Double Leg Lower

Minimal line illustration of a person performing a double leg lower, titled “Double Leg Lower” from the SomaFlow™ Observation Atlas. The image introduces an observation of pelvic organisation and movement through the SomaFlow lens.

Lower back discomfort during Double Leg Lower?

Many movement systems explain this by saying the abdominals aren’t stabilising the pelvis well enough.

SomaFlow asks a different question.

What is organising the pelvis?

Rather than treating the pelvis as something the abdominals must stabilise, SomaFlow recognises the pelvis as the body’s primary organising centre.

The abdominal wall is not responsible for organising the pelvis.

It responds to pelvic organisation.

Stability doesn’t begin with gripping.

It emerges through organisation.

Before the abdominal wall can respond efficiently, the body needs something to organise around.

Support through the Pelvic Triangle.

Pressure through the Pelvic Bowl.

A coherent relationship with the ground.

When these relationships become organised, the abdominal wall no longer has to create stability.

It becomes an expression of an organised system.
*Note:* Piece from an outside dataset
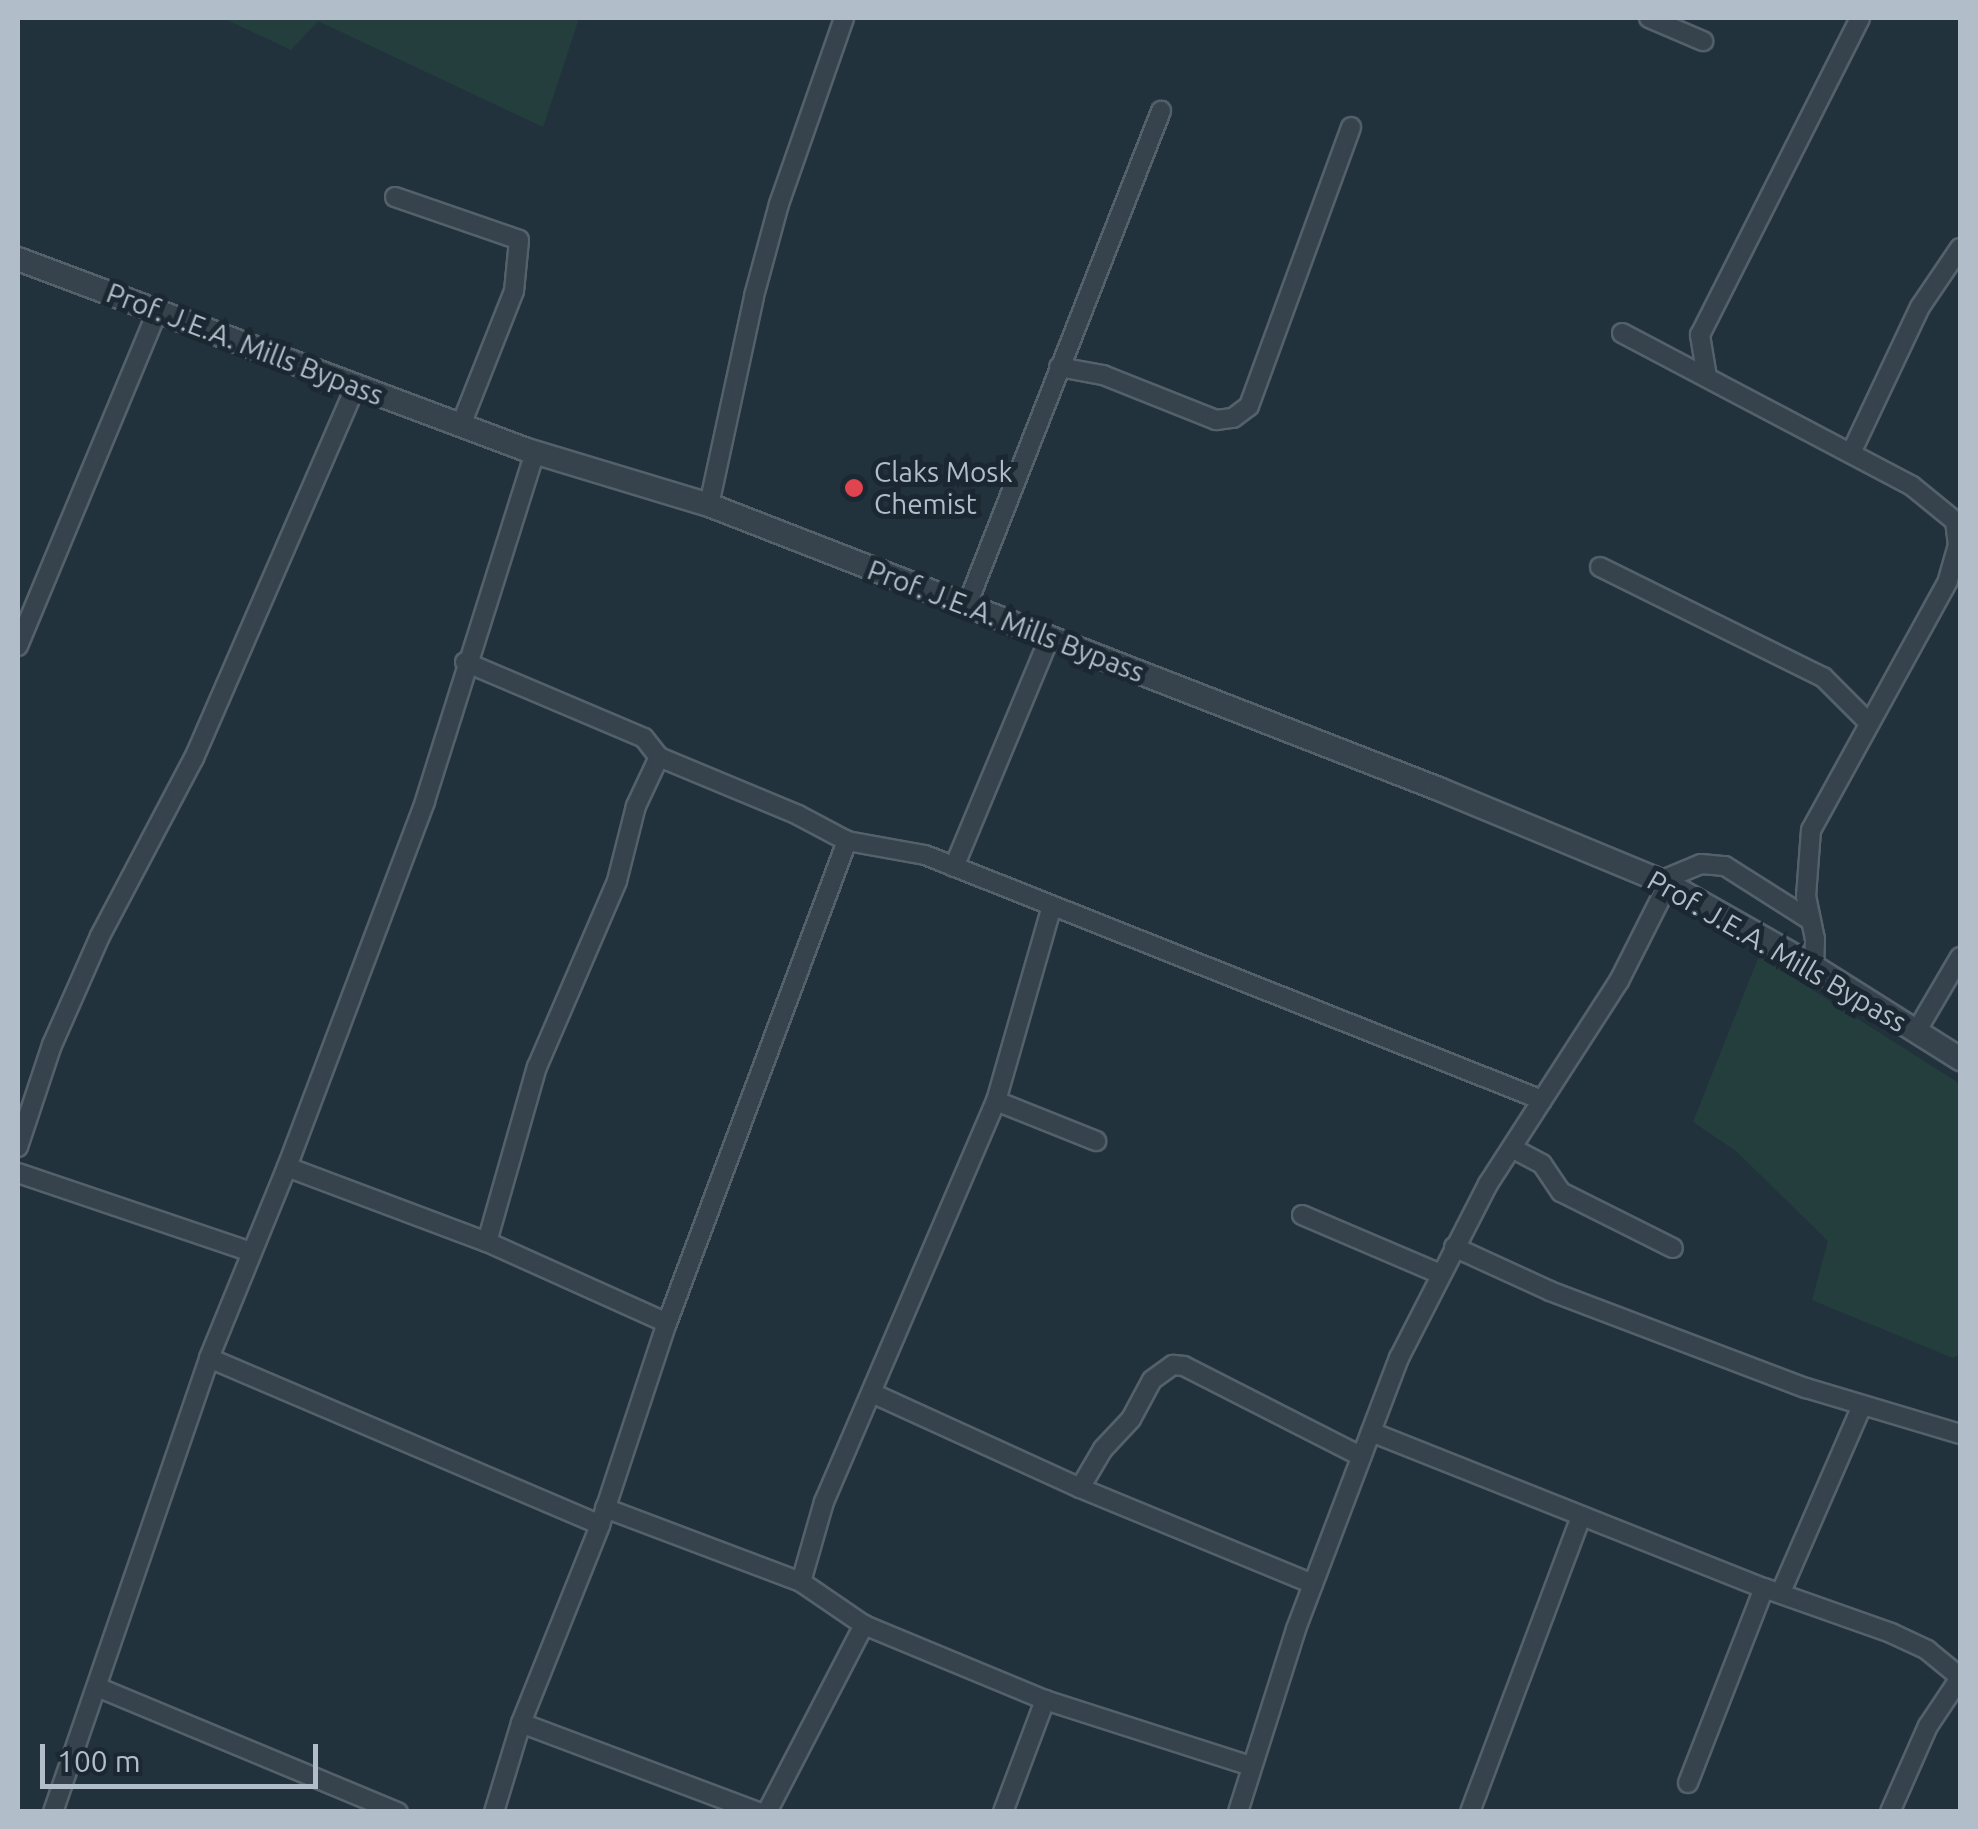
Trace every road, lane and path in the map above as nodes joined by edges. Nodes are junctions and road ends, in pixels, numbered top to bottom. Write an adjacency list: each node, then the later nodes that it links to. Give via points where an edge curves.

This is why lowering your legs further isn’t always the goal.

If the body begins borrowing movement from the lumbar spine, gripping through the hip flexors, or losing pelvic organisation, you’ve simply moved beyond the conditions your body can currently organise.

In SomaFlow, we don’t ask,

“How low can you go?”

We ask,

“Can pelvic organisation be maintained as the movement becomes more demanding?”

Because stability isn’t something you manufacture by squeezing harder.

It emerges when the pelvis is organised, and the rest of the body is free to respond.